Si, durant ces derniers mois, les opérations menées par la force Barkhane dans la partie malienne du Liptako-Gourma ont permis d’y réduire la menace jihadiste, cette dernière prend de l’ampleur dans d’autres régions de la bande sahélo-saharienne.

Ainsi, la population civile du nord-est du Burkina Faso est régulièrement la cible d’attaques jihadistes, comme encore au début de ce mois, « plusieurs dizaines de personnes » ayant été tuées à Kodyel, localité située dans province de la Komandjari. Le Groupe de soutien à l’islam et aux musulmans [GSIM ou JNIM, lié à al-Qaïda] serait à la manoeuvre, comme l’a indiqué un récent rapport des Nations unies.

Le GSIM « continue de gagner du terrain en étendant son influence régionale et en consolidant son organisation. À l’heure actuelle, le groupe déstabilise les périphéries au centre et dans le nord du Mali, ainsi que les frontières nord du Burkina Faso, et il représente la plus grande menace », lit-on dans le document. L’organisation jihadiste serait par ailleurs bien implantée dans les environs de la forêt de Wagadou, près de la Mauritanie.

En outre, le 20 mai, dans la région de Tillabéry [sud-ouest du Niger], il a été rapporté que 10.000 civils avaient fui leurs villages vers la capitale régionale, pour échapper aux exactions attribuées à l’État islamique au grand Sahara [EIGS]. Selon le Bureau de la coordination des affaires humanitaires de l’ONU [Ocha], cet exode s’explique en effet par « les attaques récurrentes […], notamment les assassinats, les viols, les extorsions de biens et les vols de bétail, perpétrés par les éléments présumés de groupes armés non étatiques opérant le long de la frontière avec le Mali. » Et d’ajouter : « Un ultimatum de trois jours pour vider les villages d’Anzourou a été donné par les groupes armés à la fin de la semaine. »
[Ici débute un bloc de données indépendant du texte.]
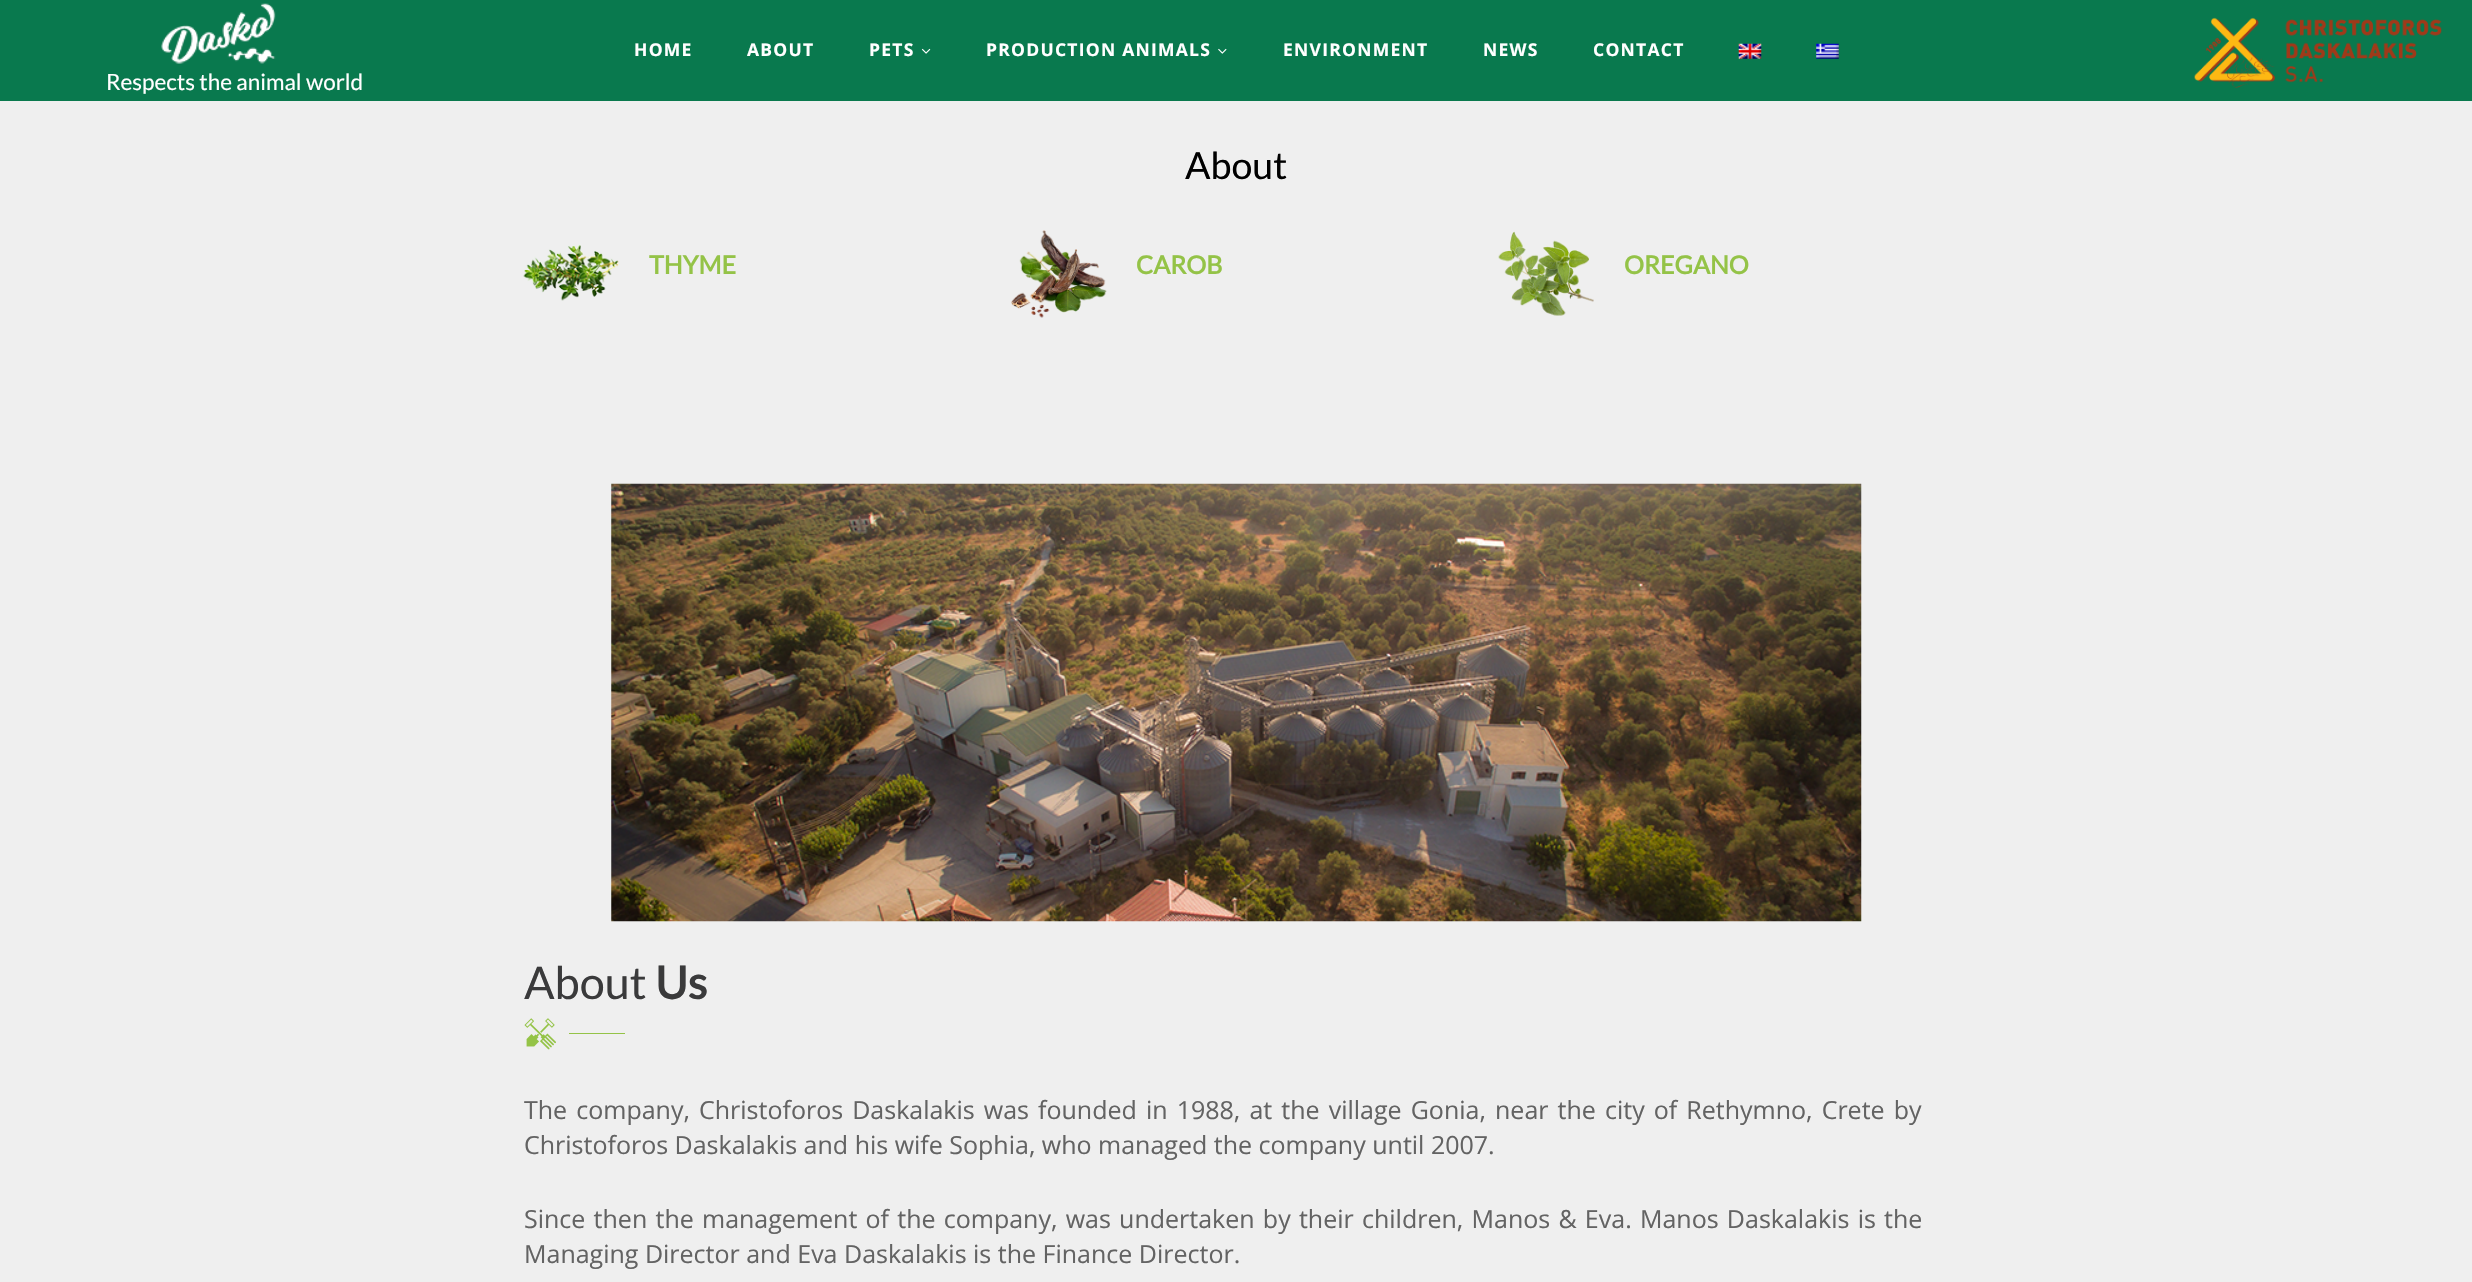 void draw(SkCanvas* canvas) {
  SkPaint paint;
  paint.setAntiAlias(true);
  auto face = [&](const char* family, int weight, float size, bool italic = false) {
    SkFontStyle style(weight, SkFontStyle::kNormal_Width,
      italic ? SkFontStyle::kItalic_Slant : SkFontStyle::kUpright_Slant);
    SkFont result(fontMgr->matchFamilyStyle(family, style), size);
    result.setSubpixel(true);
    return result;
  };
  auto writeSpaced = [&](const char* s, float x, float y, const SkFont& font, const SkPaint& ink, float letter, float word) {
    std::vector<SkGlyphID> glyphs(font.countText(s, strlen(s), SkTextEncoding::kUTF8));
    std::vector<float> xs(glyphs.size());
    font.textToGlyphs(s, strlen(s), SkTextEncoding::kUTF8, glyphs);
    font.getXPos(glyphs, xs, x);
    float extra = 0;
    for (size_t i = 0; i < glyphs.size(); i++) {
      xs[i] += extra;
      extra += letter + word * (glyphs[i] == font.unicharToGlyph(' '));
    }
    canvas->drawTextBlob(SkTextBlob::MakeFromPosHGlyphs(glyphs, xs, y, font), 0, 0, ink);
  };
  auto paste = [&](const char* path, float x, float y, float w, float h) {
    auto image = SkImages::DeferredFromEncodedData(SkData::MakeFromFileName(path));
    canvas->drawImageRect(image, SkRect::MakeXYWH(x, y, w, h), SkSamplingOptions());
  };
  canvas->clear(0xffefefef);
  paint.setColor(0xff09794e);
  canvas->drawRect(SkRect::MakeXYWH(0, 0, 2472, 101), paint);
  paste("img/1.png", 921, 48, 10, 6);
  paste("img/2.png", 1218, 48, 9, 6);
  paste("img/3.png", 1738, 43, 24, 16);
  paste("img/4.png", 1816, 43, 23, 16);
  paste("img/5.png", 2194, 17, 248, 71);
  paste("img/6.png", 161, 3, 115, 61);
  paste("img/7.png", 523, 244, 96, 57);
  paste("img/8.png", 1011, 230, 96, 88);
  paste("img/9.png", 1498, 231, 96, 85);
  paste("img/10.png", 611, 483, 1251, 439);
  paste("img/11.png", 524, 1018, 32, 32);
  paint.setColor(0xff94c347);
  canvas->drawRect(SkRect::MakeXYWH(569, 1033, 56, 1), paint);
  auto f0 = face("Open Sans", 700, 17.5f);
  paint.setColor(0xffffffff);
  {
    const struct { const char* s; float x, y; } items[] = {
      {"HOME", 634, 56},
      {"ABOUT", 747, 56},
      {"PETS", 869, 56},
      {"PRODUCTION ANIMALS", 986, 56},
      {"ENVIRONMENT", 1283, 56},
      {"NEWS", 1483, 56},
      {"CONTACT", 1593, 56},
    };
    for (auto [s, x, y] : items) {
      writeSpaced(s, x, y, f0, paint, 1.25f, 0);
    }
  }
  auto f1 = face("Lato", 400, 22.5f);
  canvas->drawString("Respects the animal world", 106, 90, f1, paint);
  auto f2 = face("Lato", 400, 37.5f);
  paint.setColor(0xff000000);
  canvas->drawString("About", 1185, 179, f2, paint);
  auto f3 = face("Lato", 700, 25);
  paint.setColor(0xff94c347);
  {
    const struct { const char* s; float x, y; } items[] = {
      {"THYME", 649, 274},
      {"CAROB", 1136, 274},
      {"OREGANO", 1624, 274},
    };
    for (auto [s, x, y] : items) {
      canvas->drawString(s, x, y, f3, paint);
    }
  }
  auto f4 = face("Lato", 400, 45);
  paint.setColor(0xff3a3a3b);
  canvas->drawString("About", 524, 999, f4, paint);
  auto f5 = face("Lato", 700, 45);
  canvas->drawString("Us", 655, 999, f5, paint);
  auto f6 = face("Open Sans", 400, 25);
  paint.setColor(0xff636363);
  writeSpaced("Τhe company, Christoforos Daskalakis was founded in 1988, at the village Gonia, near the city of Rethymno, Crete by", 524, 1119, f6, paint, 0, 2.6f);
  canvas->drawString("Christoforos Daskalakis and his wife Sophia, who managed the company until 2007.", 524, 1154, f6, paint);
  writeSpaced("Since then the management of the company, was undertaken by their children, Manos & Eva. Manos Daskalakis is the", 524, 1228, f6, paint, 0, 1.75f);
  canvas->drawString("Managing Director and Eva Daskalakis is the Finance Director.", 524, 1263, f6, paint);
  paint.setColor(0xffefefef);
  canvas->drawRect(SkRect::MakeXYWH(523, 1101, 1, 2), paint);
} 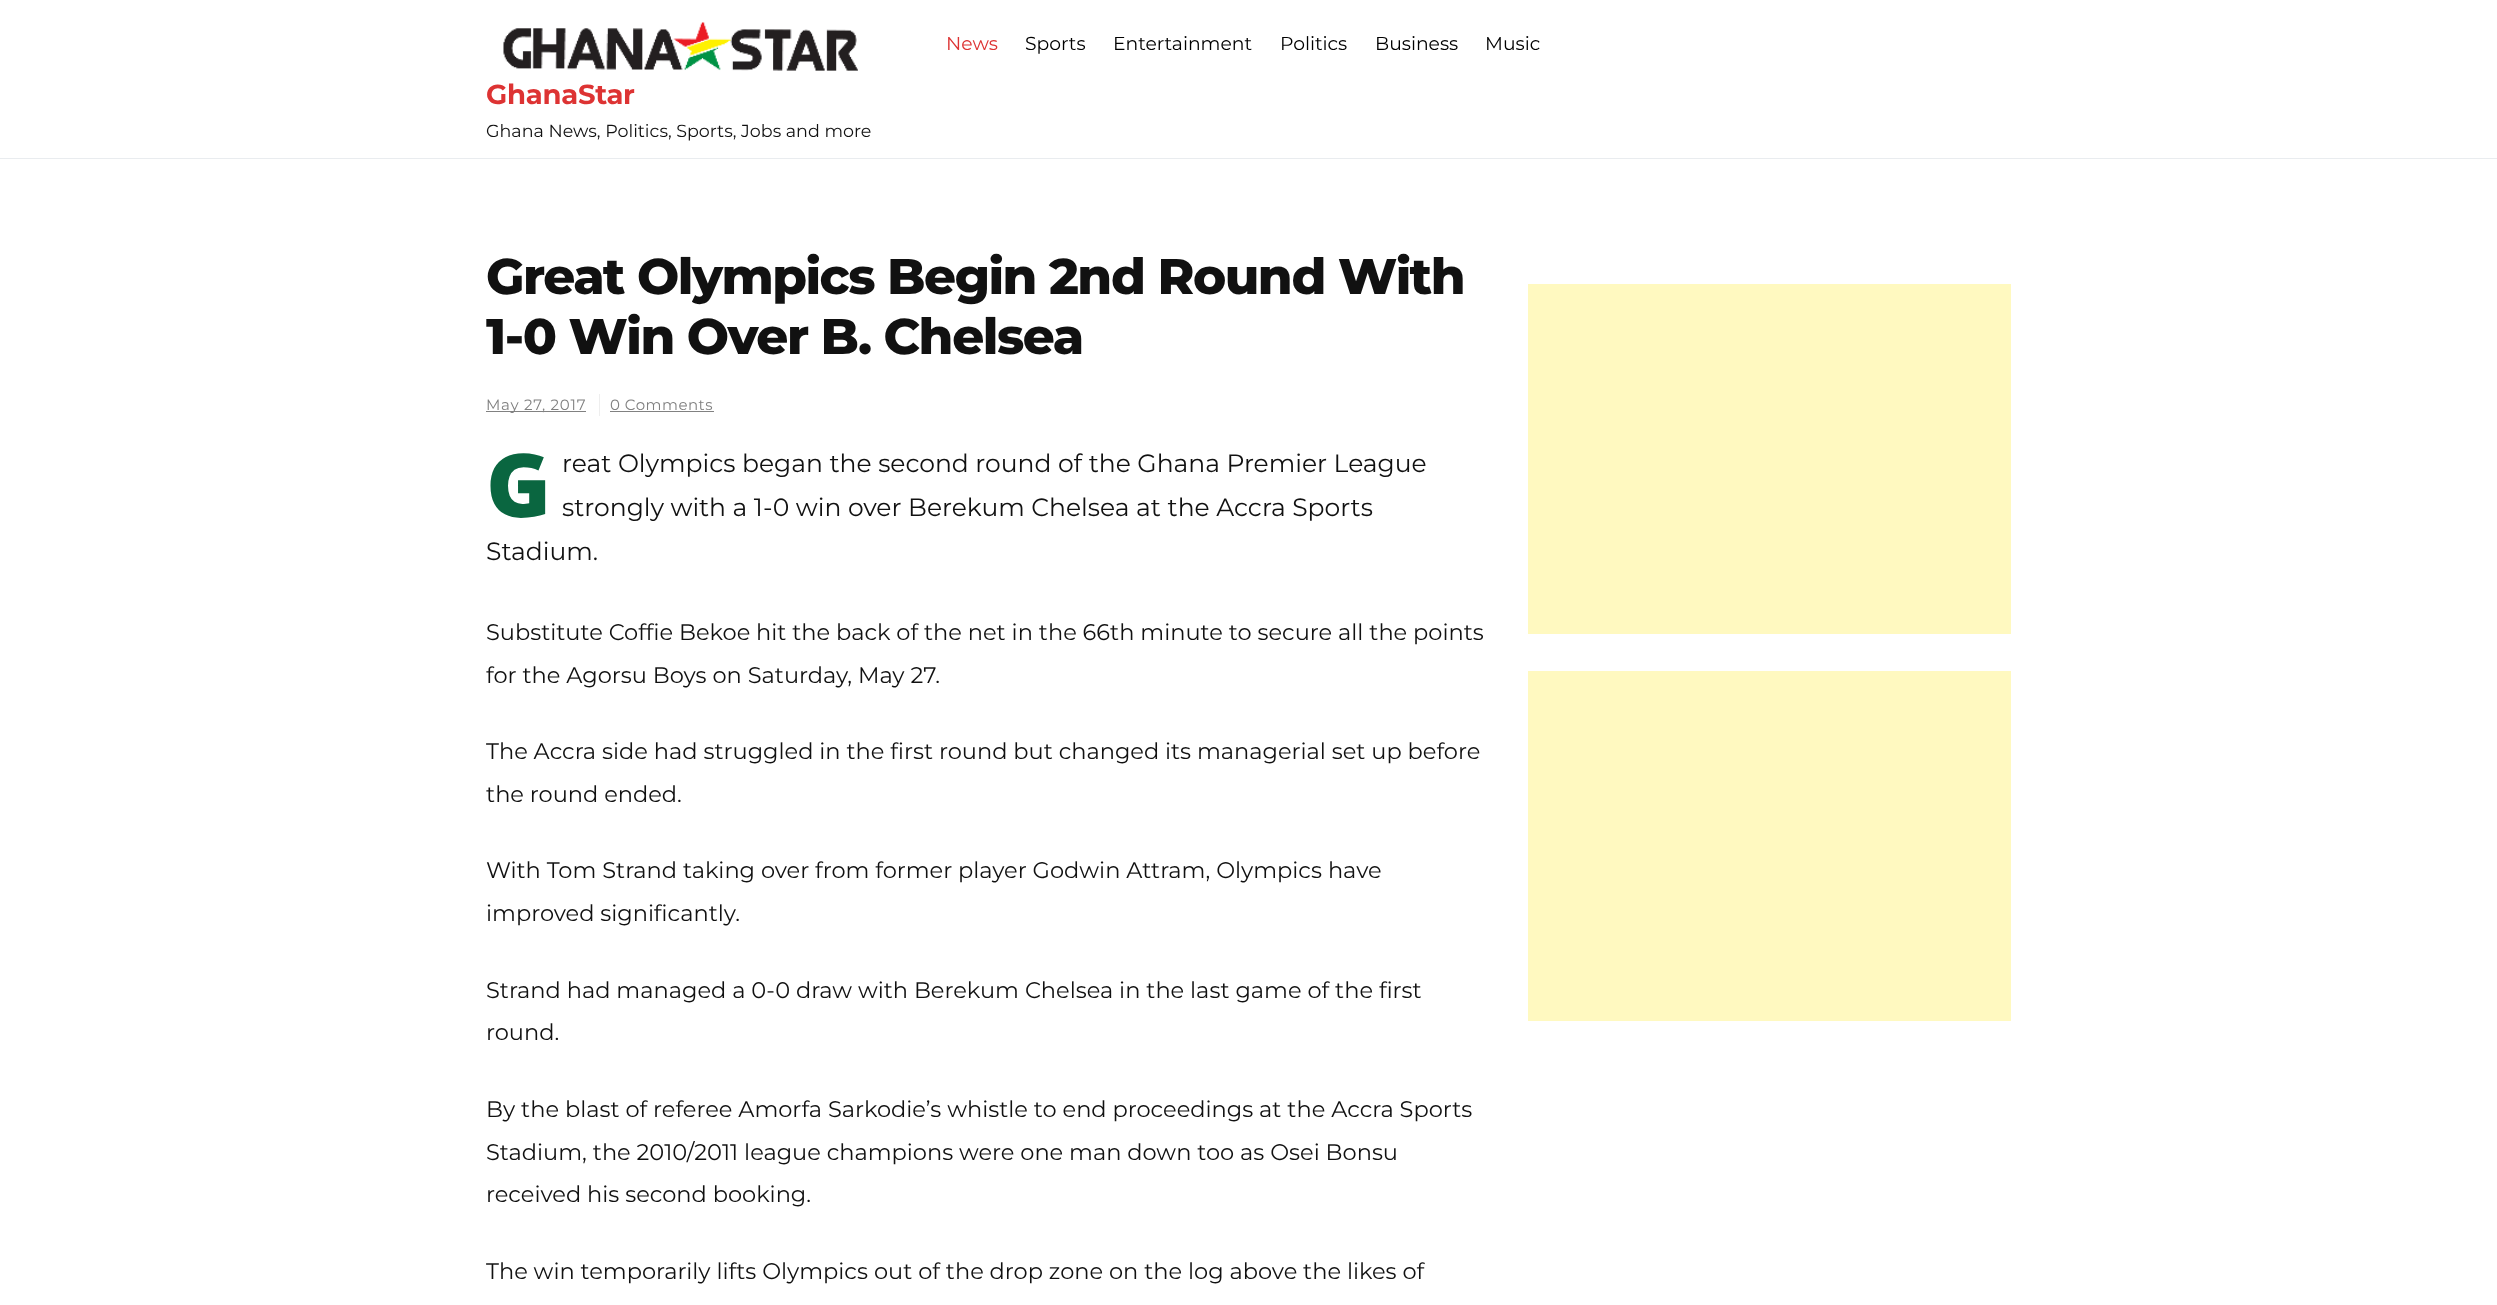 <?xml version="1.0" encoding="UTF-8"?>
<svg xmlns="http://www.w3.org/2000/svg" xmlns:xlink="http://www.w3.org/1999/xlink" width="2497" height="1305">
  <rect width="100%" height="100%" fill="#ffffff" />
  <rect y="158" width="2497" height="1" fill="#e9ecef" />
  <image x="503" y="22" width="355" height="49" xlink:href="image1.png" />
  <rect x="599" y="394" width="1" height="22" fill="#eeeeee" />
  <rect x="486" y="411" width="100" height="1" fill="#818181" />
  <rect x="610" y="411" width="104" height="1" fill="#818181" />
  <rect x="1528" y="284" width="483" height="350" fill="#fff9c0" />
  <rect x="1528" y="671" width="483" height="350" fill="#fff9c0" />
  <text x="946" y="50" style="font-family: Montserrat; font-size: 18.75px; fill: #dd3333">News</text>
  <text x="1025" y="50" style="font-family: Montserrat; font-size: 18.75px; fill: #000000">Sports</text>
  <text x="1113" y="50" style="font-family: Montserrat; font-size: 18.75px; fill: #000000">Entertainment</text>
  <text x="1280" y="50" style="font-family: Montserrat; font-size: 18.75px; fill: #000000">Politics</text>
  <text x="1375" y="50" style="font-family: Montserrat; font-size: 18.75px; fill: #000000">Business</text>
  <text x="1485" y="50" style="font-family: Montserrat; font-size: 18.75px; fill: #000000">Music</text>
  <text x="486" y="104" style="font-family: Montserrat; font-size: 27.5px; font-weight: bold; letter-spacing: -0.25px; fill: #dd3333">GhanaStar</text>
  <text x="486" y="137" style="font-family: Montserrat; font-size: 17.5px; fill: #111111">Ghana News, Politics, Sports, Jobs and more</text>
  <text x="486" y="294" style="font-family: Montserrat; font-size: 50px; font-weight: 800; letter-spacing: -1.5px; fill: #111111">Great Olympics Begin 2nd Round With</text>
  <text x="486" y="354" style="font-family: Montserrat; font-size: 50px; font-weight: 800; letter-spacing: -1.5px; fill: #111111">1-0 Win Over B. Chelsea</text>
  <text x="486" y="410" style="font-family: Montserrat; font-size: 15px; letter-spacing: 0.75px; fill: #818181">May 27, 2017</text>
  <text x="610" y="410" style="font-family: Montserrat; font-size: 15px; letter-spacing: 0.5px; fill: #818181">0 Comments</text>
  <text x="486" y="517" style="font-family: Noto Sans; font-size: 88px; font-weight: 900; fill: #0a6640">G</text>
  <text x="562" y="472" style="font-family: Montserrat; font-size: 25px; fill: #111111">reat Olympics began the second round of the Ghana Premier League</text>
  <text x="562" y="516" style="font-family: Montserrat; font-size: 25px; fill: #111111">strongly with a 1-0 win over Berekum Chelsea at the Accra Sports</text>
  <text x="486" y="560" style="font-family: Montserrat; font-size: 25px; fill: #111111">Stadium.</text>
  <text x="486" y="640" style="font-family: Montserrat; font-size: 22.5px; fill: #111111">Substitute Coffie Bekoe hit the back of the net in the 66th minute to secure all the points</text>
  <text x="486" y="683" style="font-family: Montserrat; font-size: 22.5px; fill: #111111">for the Agorsu Boys on Saturday, May 27.</text>
  <text x="486" y="759" style="font-family: Montserrat; font-size: 22.5px; fill: #111111">The Accra side had struggled in the first round but changed its managerial set up before</text>
  <text x="486" y="802" style="font-family: Montserrat; font-size: 22.5px; fill: #111111">the round ended.</text>
  <text x="486" y="878" style="font-family: Montserrat; font-size: 22.5px; fill: #111111">With Tom Strand taking over from former player Godwin Attram, Olympics have</text>
  <text x="486" y="921" style="font-family: Montserrat; font-size: 22.5px; fill: #111111">improved significantly.</text>
  <text x="486" y="998" style="font-family: Montserrat; font-size: 22.5px; fill: #111111">Strand had managed a 0-0 draw with Berekum Chelsea in the last game of the first</text>
  <text x="486" y="1040" style="font-family: Montserrat; font-size: 22.5px; fill: #111111">round.</text>
  <text x="486" y="1117" style="font-family: Montserrat; font-size: 22.5px; fill: #111111">By the blast of referee Amorfa Sarkodie’s whistle to end proceedings at the Accra Sports</text>
  <text x="486" y="1160" style="font-family: Montserrat; font-size: 22.5px; fill: #111111">Stadium, the 2010/2011 league champions were one man down too as Osei Bonsu</text>
  <text x="486" y="1202" style="font-family: Montserrat; font-size: 22.5px; fill: #111111">received his second booking.</text>
  <text x="486" y="1279" style="font-family: Montserrat; font-size: 22.5px; fill: #111111">The win temporarily lifts Olympics out of the drop zone on the log above the likes of</text>
</svg>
Deux jours plus tôt, devant le Conseil de sécurité des Nations unies, le chef des opérations de paix de l’ONU, Jean-Pierre Lacroix, a souligné que le renforcement de la force Barkhane, décidé lors du sommet de Pau, en janvier 2020, ainsi que les efforts des armées locales et de la Force conjointe du G5 Sahel avaient « permis d’enregistrer des résultats dans la lutte contre le terrorisme dans la région. » Cependant, a-t-il ajouté, « en dépit de ces progrès encourageants, il reste beaucoup à faire ».

Aussi, pour M. Lacroix, la Force conjointe du G5 Sahel [FC-G5S] reste un « élément essentiel des réponses sécuritaires pour lutter contre les groupes armés extrémistes dans la région, ainsi que d’autres problèmes transfrontaliers, notamment le trafic de personnes, de marchandises illicites, d’armes et de drogues. »

Forte de sept bataillons [soit 5.000 hommes], la FC-G5S a été créée en juillet 2017 par le Tchad, le Mali, la Mauritanie, le Burkina Faso et le Niger. Après des débuts compliqués, et en coordination avec Barkhane, elle a déjà conduit plusieurs opérations majeures sur les trois fuseaux [ouest – centre – est] où elle est déployée, la dernière en date étant SAMA 3, dont l’objectif est de consolider les acquis obtenu lors des opérations SAMA 1 et SAMA 2, lesquelles ont « permis de maintenir la pression sur les groupes armés et terroristes et de renforcer la confiance entre les populations civiles. »

Pour autant, selon le secrétaire général des Nations unis, Antonio Guterres, cette force conjointe du G5 Sahel fait encore face à des problèmes et à des défis importants, identifiés de longue date.

« Ses capacités opérationnelles et logistiques étant limitées, la Force conjointe a toujours énormément de mal à approvisionner ses troupes, un problème aggravé par le manque de moyens de transport adéquats », souligne en effet M. Guterres, dans un rapport récemment remis au Conseil de sécurité.

Et, ajoute-t-il, « de façon plus générale, l’insuffisance du matériel est restée une préoccupation quotidienne, entravant l’efficacité et les opérations des militaires déployés dans les garnisons et sapant leur moral. »

Ainsi, récemment déployé dans le Liptako-Gourma, le 8e Bataillon des forces armées tchadiennes a dû parcourir plus de 2.000 km entre N’guigmi et Niamey, au prix de « difficultés logistiques, liées notamment aux problèmes d’approvisionnement en carburant et à la panne de certains équipements militaires. »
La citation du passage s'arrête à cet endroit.